Mix together the dry ingredients: cornmeal, flour, baking powder, baking soda and salt. Stir in the cheese, scallions and jalapeños. Add the corn and stir until well coated.
Whisk together the buttermilk (or soured milk), melted butter, honey and eggs. Pour this into the flour mixture and stir gently just until combined. Pour into the prepared pan. (Optional: spray a piece of tin foil with cooking spray and cover the cornbread with it, sprayed side down. I forgot this last time and it was fine. A little damp on the top when I took it out, but it dried quickly.)

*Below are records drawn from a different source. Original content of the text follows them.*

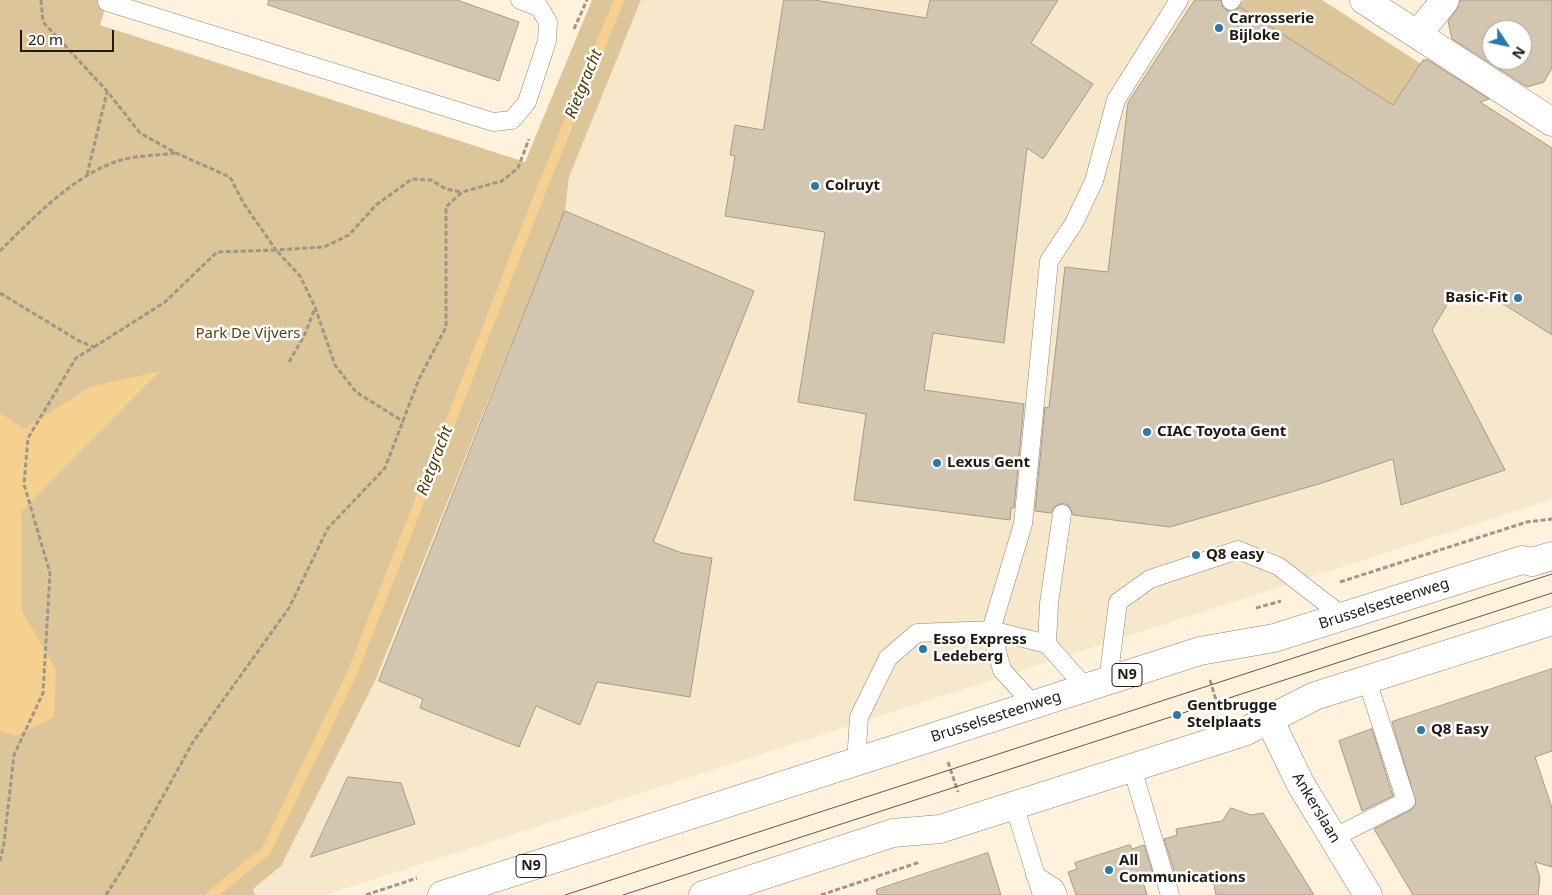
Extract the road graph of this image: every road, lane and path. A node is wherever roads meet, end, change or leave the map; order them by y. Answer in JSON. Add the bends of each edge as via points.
{"nodes":[{"id":1,"x":41,"y":0,"type":"edge"},
{"id":2,"x":520,"y":0,"type":"edge"},
{"id":3,"x":1179,"y":0,"type":"edge"},
{"id":4,"x":1364,"y":0,"type":"edge"},
{"id":5,"x":1445,"y":0,"type":"edge"},
{"id":6,"x":107,"y":2,"type":"dead end"},
{"id":7,"x":1418,"y":34,"type":"junction"},
{"id":8,"x":107,"y":91,"type":"junction"},
{"id":9,"x":1549,"y":111,"type":"edge"},
{"id":10,"x":176,"y":153,"type":"junction"},
{"id":11,"x":87,"y":175,"type":"junction"},
{"id":12,"x":462,"y":192,"type":"dead end"},
{"id":13,"x":446,"y":207,"type":"dead end"},
{"id":14,"x":276,"y":250,"type":"junction"},
{"id":15,"x":0,"y":251,"type":"edge"},
{"id":16,"x":0,"y":293,"type":"edge"},
{"id":17,"x":316,"y":307,"type":"junction"},
{"id":18,"x":94,"y":346,"type":"junction"},
{"id":19,"x":290,"y":362,"type":"dead end"},
{"id":20,"x":404,"y":422,"type":"junction"},
{"id":21,"x":1062,"y":514,"type":"dead end"},
{"id":22,"x":1552,"y":556,"type":"edge"},
{"id":23,"x":1344,"y":617,"type":"junction"},
{"id":24,"x":1552,"y":621,"type":"edge"},
{"id":25,"x":991,"y":630,"type":"junction"},
{"id":26,"x":1047,"y":644,"type":"junction"},
{"id":27,"x":1200,"y":651,"type":"junction"},
{"id":28,"x":1367,"y":680,"type":"junction"},
{"id":29,"x":1097,"y":684,"type":"junction"},
{"id":30,"x":1034,"y":705,"type":"junction"},
{"id":31,"x":1269,"y":719,"type":"junction"},
{"id":32,"x":1226,"y":738,"type":"junction"},
{"id":33,"x":946,"y":757,"type":"dead end"},
{"id":34,"x":856,"y":763,"type":"junction"},
{"id":35,"x":1132,"y":768,"type":"junction"},
{"id":36,"x":959,"y":794,"type":"dead end"},
{"id":37,"x":1014,"y":805,"type":"junction"},
{"id":38,"x":1333,"y":838,"type":"junction"},
{"id":39,"x":1157,"y":852,"type":"junction"},
{"id":40,"x":0,"y":861,"type":"edge"},
{"id":41,"x":1036,"y":875,"type":"junction"},
{"id":42,"x":707,"y":894,"type":"edge"},
{"id":43,"x":106,"y":895,"type":"edge"},
{"id":44,"x":442,"y":895,"type":"edge"},
{"id":45,"x":1042,"y":895,"type":"edge"},
{"id":46,"x":1058,"y":895,"type":"edge"},
{"id":47,"x":1159,"y":895,"type":"edge"},
{"id":48,"x":1170,"y":895,"type":"edge"},
{"id":49,"x":1368,"y":895,"type":"edge"}],
"edges":[{"from":1,"to":8,"type":"path","via":[[43,22]]},
{"from":2,"to":6,"type":"lane","via":[[539,6],[548,22],[547,41],[528,102],[512,120],[493,122]]},
{"from":3,"to":25,"type":"lane","via":[[1116,100],[1094,181],[1074,223],[1049,261],[1024,524]]},
{"from":4,"to":7,"type":"main road"},
{"from":5,"to":7,"type":"main road"},
{"from":7,"to":9,"type":"main road"},
{"from":8,"to":10,"type":"path","via":[[140,133]]},
{"from":8,"to":11,"type":"path"},
{"from":10,"to":11,"type":"path","via":[[116,161]]},
{"from":10,"to":14,"type":"path","via":[[230,177],[244,204]]},
{"from":11,"to":15,"type":"path","via":[[31,220]]},
{"from":12,"to":14,"type":"path","via":[[446,189],[431,180],[412,179],[376,205],[349,235],[324,247]]},
{"from":13,"to":20,"type":"path","via":[[446,327],[419,379]]},
{"from":14,"to":17,"type":"path","via":[[300,276]]},
{"from":14,"to":18,"type":"path","via":[[217,252],[165,302]]},
{"from":16,"to":18,"type":"path","via":[[78,341]]},
{"from":17,"to":19,"type":"path"},
{"from":17,"to":20,"type":"path","via":[[335,365],[356,392]]},
{"from":18,"to":40,"type":"path","via":[[76,358],[28,438],[24,484],[50,573],[43,694],[14,755]]},
{"from":20,"to":43,"type":"path","via":[[385,468],[328,528],[289,608],[193,742]]},
{"from":21,"to":26,"type":"lane"},
{"from":22,"to":23,"type":"main road","name":"Brusselsesteenweg","number":"N9","via":[[1532,562],[1522,560]]},
{"from":23,"to":27,"type":"main road","name":"Brusselsesteenweg","number":"N9","via":[[1274,638]]},
{"from":23,"to":29,"type":"lane","via":[[1278,566],[1238,550],[1150,579],[1118,602]]},
{"from":24,"to":28,"type":"main road"},
{"from":25,"to":26,"type":"lane"},
{"from":25,"to":30,"type":"lane","via":[[1002,670]]},
{"from":25,"to":34,"type":"lane","via":[[917,633],[888,658],[859,717]]},
{"from":26,"to":29,"type":"lane"},
{"from":27,"to":29,"type":"main road","name":"Brusselsesteenweg","number":"N9"},
{"from":27,"to":32,"type":"path"},
{"from":28,"to":31,"type":"main road","via":[[1315,696]]},
{"from":28,"to":38,"type":"lane","via":[[1406,802]]},
{"from":29,"to":30,"type":"main road","name":"Brusselsesteenweg","number":"N9"},
{"from":30,"to":34,"type":"main road","name":"Brusselsesteenweg","number":"N9"},
{"from":31,"to":32,"type":"main road"},
{"from":31,"to":38,"type":"main road","name":"Ankerslaan","via":[[1300,783]]},
{"from":32,"to":35,"type":"main road"},
{"from":33,"to":36,"type":"path"},
{"from":34,"to":44,"type":"main road","name":"Brusselsesteenweg","number":"N9"},
{"from":35,"to":37,"type":"main road"},
{"from":35,"to":39,"type":"lane"},
{"from":37,"to":41,"type":"lane"},
{"from":37,"to":42,"type":"main road","via":[[940,829],[893,834]]},
{"from":38,"to":49,"type":"main road","name":"Ankerslaan"},
{"from":39,"to":47,"type":"lane","via":[[1150,864]]},
{"from":39,"to":48,"type":"lane"},
{"from":41,"to":45,"type":"lane"},
{"from":41,"to":46,"type":"lane","via":[[1056,888]]}]}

Pour 1 1/2 cups water into the Instant Pot and put the trivet in. Put the cornbread on the trivet and close the lid, making sure the valve is set to Sealing. Push the Pressure Cook (or Manual) button. Adjust time using the + and - buttons to get to 36 minutes. When it beeps that it's done, leave it for a 10-minutes natural release.
When the pin drops, open the pot and remove the cornbread. Remove the tin foil hat (if using). It's great as is but if you like, sprinkle some extra cheese on top and pop it under the broiler for a couple of minutes to brown.